An enormous lone glistening black crow and I

Have the whole boys' camp to our quiet-seeking selves,

 

Assuming my focus excludes the multitude of creatures

Just doing what they must, in this procreative season —

Spiders, birds, butterflies, chipmunks, squirrels, ants, mosquitoes, bees —

 

And the more elusive ones — muskrats and foxes,

Possums, otters, raccoons, skunks, badgers, bears, and deer,

Fish, owls, turkey buzzards, loons...breezes, scents, dreams.

 

I can tell that the crow and I wish each other no harm,

Intend not to intrude on one another's solitude,

Rather go about our single-minded purposes, in this preserve,

 

I my power-walking/meditation, it its foraging;

After all, our primary responsibility is to nourish ourselves,

With it sustaining its corporeal energy and I feeding my soul.

 

And so we proceed on our separate ways,

Until, once again, our presences meet, at the Council Ring,

Where the crow is poised atop the totem pole,

 

As it happens, on the highest carved image — a spread eagle —

Eying me as I circle the most sacred space of my youth,

The place where, every Sunday night, two months each summer,

 

I would gather the flames, sparks, embers of the logs

Crackling, singing, whispering to me and my camp mates

And pack them away, in memory's capsule, to last my lifetime.

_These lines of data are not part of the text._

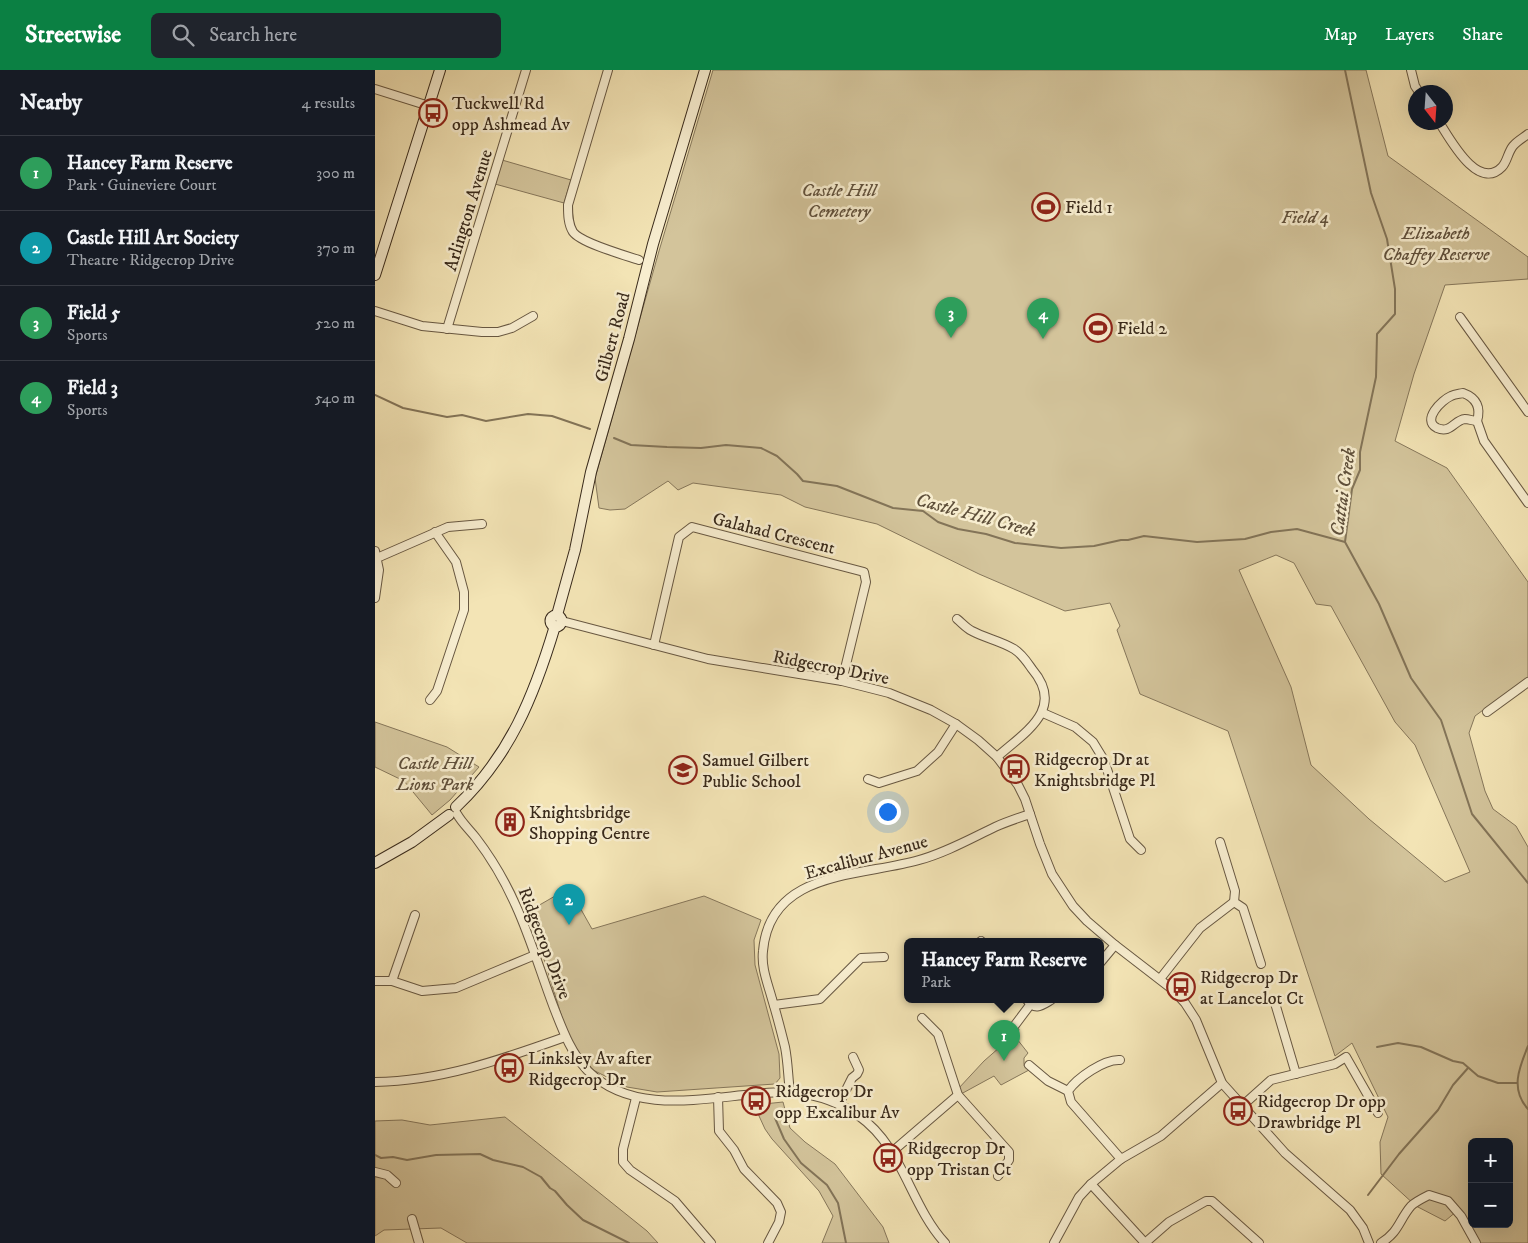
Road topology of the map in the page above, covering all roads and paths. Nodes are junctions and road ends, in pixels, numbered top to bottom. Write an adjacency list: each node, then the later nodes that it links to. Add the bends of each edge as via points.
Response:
1 (440, 70): 8 (main road)
2 (526, 70): 16 (street, Arlington Avenue)
3 (608, 70): 11 (street, via 568,205 569,220 574,232 585,241)
4 (705, 70): 25 (main road, Gilbert Road, via 653,244 591,472)
5 (1411, 70): 6 (street)
6 (1415, 85)
7 (375, 89): 8 (street)
8 (429, 106): 12 (main road)
9 (1445, 130): 10 (street, via 1466,161 1487,175 1503,166 1513,145)
10 (1528, 134)
11 (639, 260)
12 (375, 275)
13 (375, 311): 16 (street, via 422,326)
14 (533, 316): 16 (street, via 498,332)
15 (1460, 316): 17 (street)
16 (447, 330)
17 (1528, 412)
18 (1477, 421): 18 (street, via 1462,420 1448,429 1437,428 1431,419 1446,399 1454,394 1463,394 1477,402); 19 (street, via 1484,441)
19 (1528, 503)
20 (481, 524): 21 (street, via 448,527)
21 (435, 532): 22 (street); 29 (street, via 456,562 464,592 464,610 437,691)
22 (376, 555): 23 (street, via 379,570)
23 (375, 598)
24 (957, 619): 31 (street, via 970,630 1019,653 1044,687)
25 (558, 621): 26 (street, Ridgecrop Drive); 35 (main road, Gilbert Road, via 517,728 498,758)
26 (654, 645): 27 (street, Ridgecrop Drive, via 716,661); 27 (street, Galahad Crescent, via 679,537 692,527 864,572 866,582)
27 (843, 681): 32 (street, Ridgecrop Drive, via 903,698)
28 (1528, 682): 30 (street)
29 (430, 700)
30 (1487, 712)
31 (1043, 713): 33 (street); 38 (street, via 1075,727 1093,742 1104,760 1130,839)
32 (956, 724): 33 (street, Ridgecrop Drive); 34 (street, via 938,752 917,771 879,783)
33 (997, 757): 36 (street, Ridgecrop Drive, via 1018,786)
34 (868, 779)
35 (454, 812): 39 (main road, Gilbert Road); 43 (street, Ridgecrop Drive, via 505,882)
36 (1030, 814): 42 (street, Ridgecrop Drive, via 1046,859 1062,890 1087,922); 54 (street, Excalibur Avenue, via 919,860 824,881 795,893 772,920 766,934 763,967)
37 (1220, 842): 40 (street, via 1235,891)
38 (1141, 850)
39 (375, 863)
40 (1234, 902): 46 (street, via 1243,908); 47 (street, via 1200,928)
41 (415, 915): 49 (street)
42 (1115, 946): 45 (street); 47 (street, Ridgecrop Drive)
43 (535, 955): 49 (street, via 456,988 422,991); 57 (street, Ridgecrop Drive)
44 (884, 957): 54 (street, via 861,958 820,999)
45 (1104, 958)
46 (1261, 964)
47 (1160, 979): 63 (street, Ridgecrop Drive, via 1185,1003 1196,1020)
48 (375, 981): 49 (street)
49 (392, 981)
50 (1028, 1003): 56 (street)
51 (1031, 1003): 52 (street, via 1040,1007)
52 (1046, 1003)
53 (1275, 1003): 61 (street)
54 (774, 1005): 65 (street, Excalibur Avenue, via 785,1049)
55 (922, 1018): 66 (street, via 938,1034)
56 (1015, 1025)
57 (565, 1037): 62 (street, via 459,1072 400,1082); 68 (street, Ridgecrop Drive, via 589,1071 602,1082)
58 (853, 1057): 69 (street, via 859,1070)
59 (1120, 1060): 64 (street, via 1108,1061)
60 (1029, 1064): 64 (street, via 1048,1081)
61 (1296, 1074): 70 (street, via 1271,1080); 71 (street, via 1346,1058)
62 (375, 1082)
63 (1222, 1083): 70 (street, Ridgecrop Drive); 73 (street, via 1161,1136)
64 (1068, 1091): 73 (street, via 1071,1102)
65 (790, 1092): 67 (street, Ridgecrop Drive); 69 (street, Ridgecrop Drive)
66 (958, 1095): 72 (street); 75 (street, via 1009,1152 1009,1160)
67 (718, 1097): 68 (street, Ridgecrop Drive, via 661,1101); 81 (street, via 719,1131 744,1169 777,1203 781,1212)
68 (636, 1098): 80 (street, via 623,1149 623,1162 629,1170 675,1201)
69 (839, 1104): 72 (street, Ridgecrop Drive, via 876,1130)
70 (1241, 1106): 86 (street, Ridgecrop Drive, via 1285,1153 1350,1210)
71 (1378, 1113)
72 (893, 1151): 82 (street, Ridgecrop Drive, via 932,1229)
73 (1121, 1158): 77 (street)
74 (375, 1172): 76 (street, via 387,1175)
75 (998, 1176)
76 (396, 1183)
77 (1091, 1184): 83 (street, via 1079,1197); 84 (street)
78 (412, 1218): 79 (street)
79 (419, 1243)
80 (711, 1243)
81 (768, 1243)
82 (945, 1243)
83 (1055, 1243)
84 (1145, 1243): 85 (street, via 1169,1222 1212,1201)
85 (1259, 1243)
86 (1369, 1243)
87 (1381, 1243): 88 (street, via 1399,1228 1412,1205 1429,1195 1448,1201)
88 (1477, 1243)

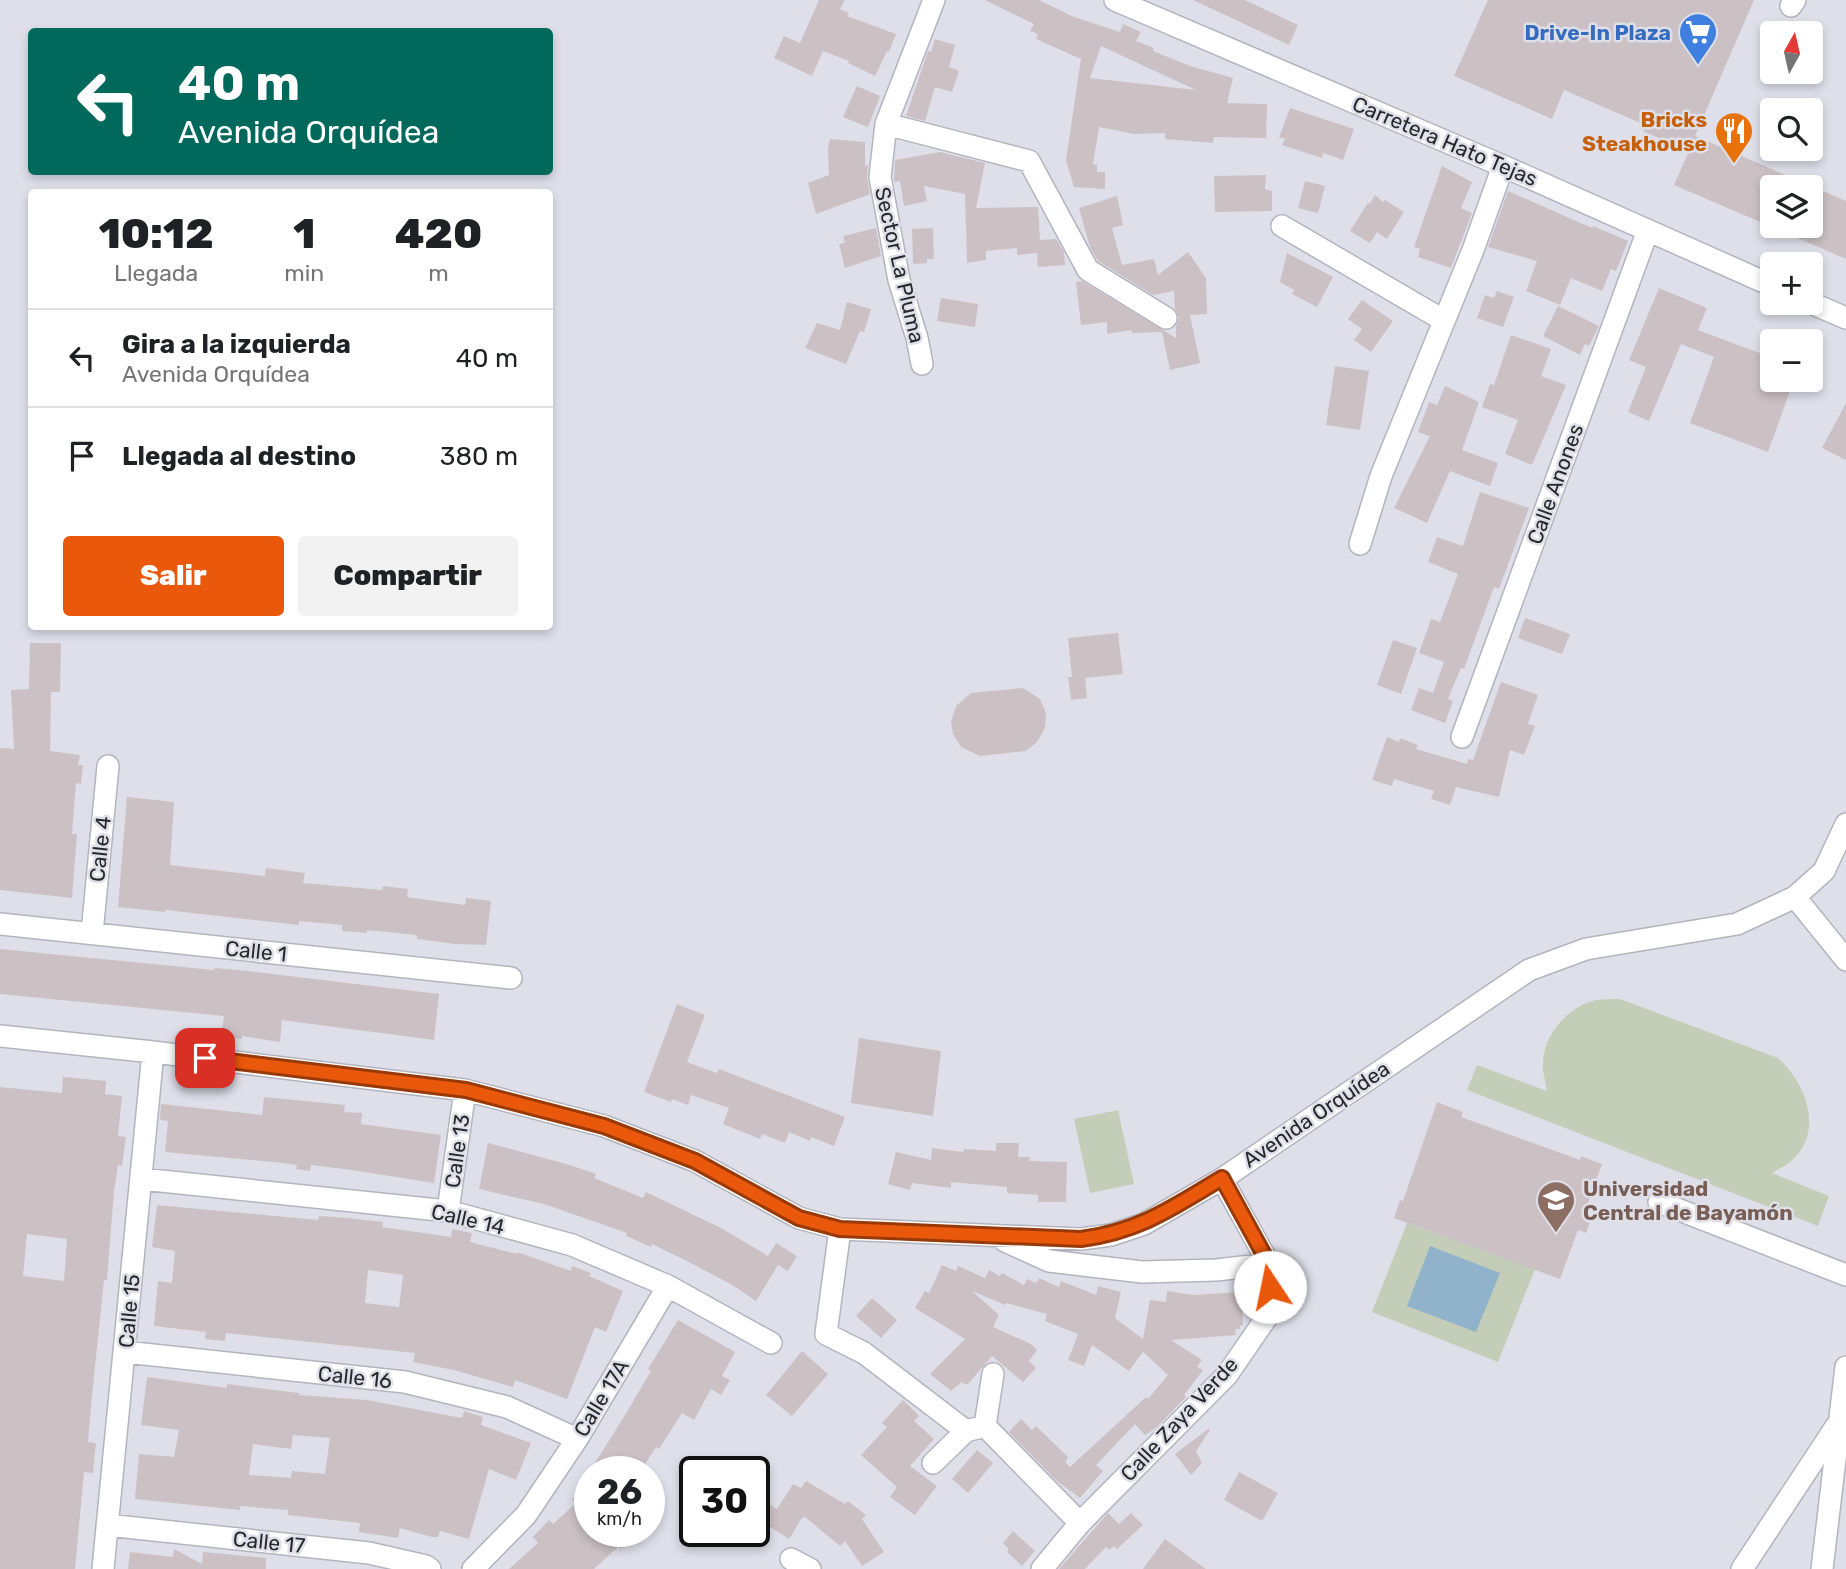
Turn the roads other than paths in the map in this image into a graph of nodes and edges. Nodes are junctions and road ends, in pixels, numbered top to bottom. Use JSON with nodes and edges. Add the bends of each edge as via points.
{"nodes":[{"id":1,"x":934,"y":0,"type":"edge"},
{"id":2,"x":1115,"y":0,"type":"edge"},
{"id":3,"x":886,"y":124,"type":"junction"},
{"id":4,"x":1503,"y":166,"type":"junction"},
{"id":5,"x":1282,"y":226,"type":"dead end"},
{"id":6,"x":1648,"y":230,"type":"junction"},
{"id":7,"x":1760,"y":280,"type":"edge"},
{"id":8,"x":1823,"y":308,"type":"edge"},
{"id":9,"x":1166,"y":318,"type":"dead end"},
{"id":10,"x":1846,"y":318,"type":"edge"},
{"id":11,"x":1443,"y":320,"type":"junction"},
{"id":12,"x":922,"y":364,"type":"dead end"},
{"id":13,"x":1360,"y":544,"type":"dead end"},
{"id":14,"x":1462,"y":737,"type":"dead end"},
{"id":15,"x":108,"y":766,"type":"dead end"},
{"id":16,"x":1846,"y":824,"type":"edge"},
{"id":17,"x":1795,"y":897,"type":"junction"},
{"id":18,"x":0,"y":924,"type":"edge"},
{"id":19,"x":92,"y":933,"type":"junction"},
{"id":20,"x":1846,"y":960,"type":"edge"},
{"id":21,"x":511,"y":978,"type":"dead end"},
{"id":22,"x":0,"y":1036,"type":"edge"},
{"id":23,"x":153,"y":1052,"type":"junction"},
{"id":24,"x":466,"y":1090,"type":"junction"},
{"id":25,"x":1222,"y":1178,"type":"junction"},
{"id":26,"x":142,"y":1179,"type":"junction"},
{"id":27,"x":1659,"y":1202,"type":"dead end"},
{"id":28,"x":448,"y":1212,"type":"junction"},
{"id":29,"x":840,"y":1229,"type":"junction"},
{"id":30,"x":993,"y":1235,"type":"junction"},
{"id":31,"x":1269,"y":1264,"type":"junction"},
{"id":32,"x":1846,"y":1275,"type":"edge"},
{"id":33,"x":668,"y":1286,"type":"junction"},
{"id":34,"x":771,"y":1343,"type":"dead end"},
{"id":35,"x":125,"y":1352,"type":"junction"},
{"id":36,"x":1846,"y":1367,"type":"edge"},
{"id":37,"x":993,"y":1374,"type":"dead end"},
{"id":38,"x":1840,"y":1422,"type":"junction"},
{"id":39,"x":976,"y":1429,"type":"junction"},
{"id":40,"x":577,"y":1439,"type":"junction"},
{"id":41,"x":933,"y":1463,"type":"dead end"},
{"id":42,"x":1080,"y":1523,"type":"junction"},
{"id":43,"x":107,"y":1525,"type":"junction"},
{"id":44,"x":791,"y":1559,"type":"dead end"},
{"id":45,"x":103,"y":1569,"type":"edge"},
{"id":46,"x":430,"y":1569,"type":"edge"},
{"id":47,"x":473,"y":1569,"type":"edge"},
{"id":48,"x":810,"y":1569,"type":"edge"},
{"id":49,"x":1042,"y":1569,"type":"edge"},
{"id":50,"x":1742,"y":1569,"type":"edge"},
{"id":51,"x":1822,"y":1569,"type":"edge"}],
"edges":[{"from":1,"to":3,"type":"street","name":"Sector La Pluma"},
{"from":2,"to":4,"type":"street","name":"Carretera Hato Tejas"},
{"from":3,"to":9,"type":"street","via":[[1029,161],[1088,270]]},
{"from":3,"to":12,"type":"street","name":"Sector La Pluma","via":[[880,177]]},
{"from":4,"to":6,"type":"street","name":"Carretera Hato Tejas"},
{"from":4,"to":11,"type":"street"},
{"from":5,"to":11,"type":"street"},
{"from":6,"to":7,"type":"street","name":"Carretera Hato Tejas"},
{"from":6,"to":14,"type":"street","name":"Calle Anones"},
{"from":8,"to":10,"type":"street"},
{"from":11,"to":13,"type":"street","via":[[1381,476]]},
{"from":15,"to":19,"type":"street","name":"Calle 4"},
{"from":16,"to":17,"type":"street","name":"Avenida Orquídea","via":[[1824,871]]},
{"from":17,"to":20,"type":"street"},
{"from":17,"to":25,"type":"street","name":"Avenida Orquídea","via":[[1737,923],[1586,949],[1530,970]]},
{"from":18,"to":19,"type":"street","name":"Calle 1"},
{"from":19,"to":21,"type":"street","name":"Calle 1"},
{"from":22,"to":23,"type":"street","name":"Avenida Orquídea"},
{"from":23,"to":24,"type":"street","name":"Avenida Orquídea"},
{"from":23,"to":26,"type":"street","name":"Calle 15"},
{"from":24,"to":28,"type":"street","name":"Calle 13"},
{"from":24,"to":29,"type":"street","name":"Avenida Orquídea","via":[[604,1126],[695,1161],[799,1218]]},
{"from":25,"to":30,"type":"street","name":"Avenida Orquídea","via":[[1144,1224],[1111,1235],[1081,1239]]},
{"from":25,"to":31,"type":"street","name":"Calle Zaya Verde"},
{"from":26,"to":28,"type":"street","name":"Calle 14"},
{"from":26,"to":35,"type":"street","name":"Calle 15"},
{"from":27,"to":32,"type":"street"},
{"from":28,"to":33,"type":"street","name":"Calle 14","via":[[572,1245]]},
{"from":29,"to":30,"type":"street","name":"Avenida Orquídea"},
{"from":29,"to":39,"type":"street","via":[[826,1334],[864,1353]]},
{"from":30,"to":31,"type":"street","via":[[1049,1261],[1142,1272]]},
{"from":31,"to":42,"type":"street","name":"Calle Zaya Verde","via":[[1271,1311],[1227,1375]]},
{"from":33,"to":34,"type":"street","name":"Calle 14"},
{"from":33,"to":40,"type":"street","name":"Calle 17A"},
{"from":35,"to":40,"type":"street","name":"Calle 16","via":[[405,1382],[507,1407]]},
{"from":35,"to":43,"type":"street","name":"Calle 15"},
{"from":36,"to":38,"type":"street"},
{"from":37,"to":39,"type":"street"},
{"from":38,"to":50,"type":"street"},
{"from":38,"to":51,"type":"street"},
{"from":39,"to":41,"type":"street"},
{"from":39,"to":42,"type":"street"},
{"from":40,"to":47,"type":"street","name":"Calle 17A","via":[[526,1515]]},
{"from":42,"to":49,"type":"street","name":"Calle Zaya Verde"},
{"from":43,"to":45,"type":"street","name":"Calle 15"},
{"from":43,"to":46,"type":"street","name":"Calle 17","via":[[369,1553]]},
{"from":44,"to":48,"type":"street"}]}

Not letting my pulse rate flag,

I head farther out the range road, away from the cabins,

Past the archery and riflery shacks, toward the gate at Highway B,

 

Then right, to the dunes, that my ensuing run to the upper diamond

Might remind me of my days as a counselor,

When those sandy climbs kept me in shape for college crew.

 

On surmounting the steep hill, slightly winded but exhilarated,

For proving to my sixty-nine-year-old body that I can still do it,

I recognize a now-familiar shadow in a nearby red pine.

 

Neither of us finds our "chance meeting" merely coincidental;

I know this, though I can't explain its hows or whys.

Both of us seem to sense something our hearts can't articulate.

 

Swigging from a bottle of water my right hand grasps,

I'm off again, down, down, to the tennis courts, lower diamond,

Past the shrine, the Lumberjack Village, the waterfront.

 

All the way back to my cabin, along the shoreline,

That enormous lone glistening black crow shadows me,

First from a tamarack tree at camp's back gate,

 

Then from the rooftop of a condo where the old school stood,

Finally from the huge, precariously lake-leaning white pine

Clinging to land, in the cabin's side yard.

 

After heating up and eating last night's vegetable soup,

I walk down to the dock, in bare feet, shorts, to rest.

For the next hour, I catch glimpses of a shadow that's not there.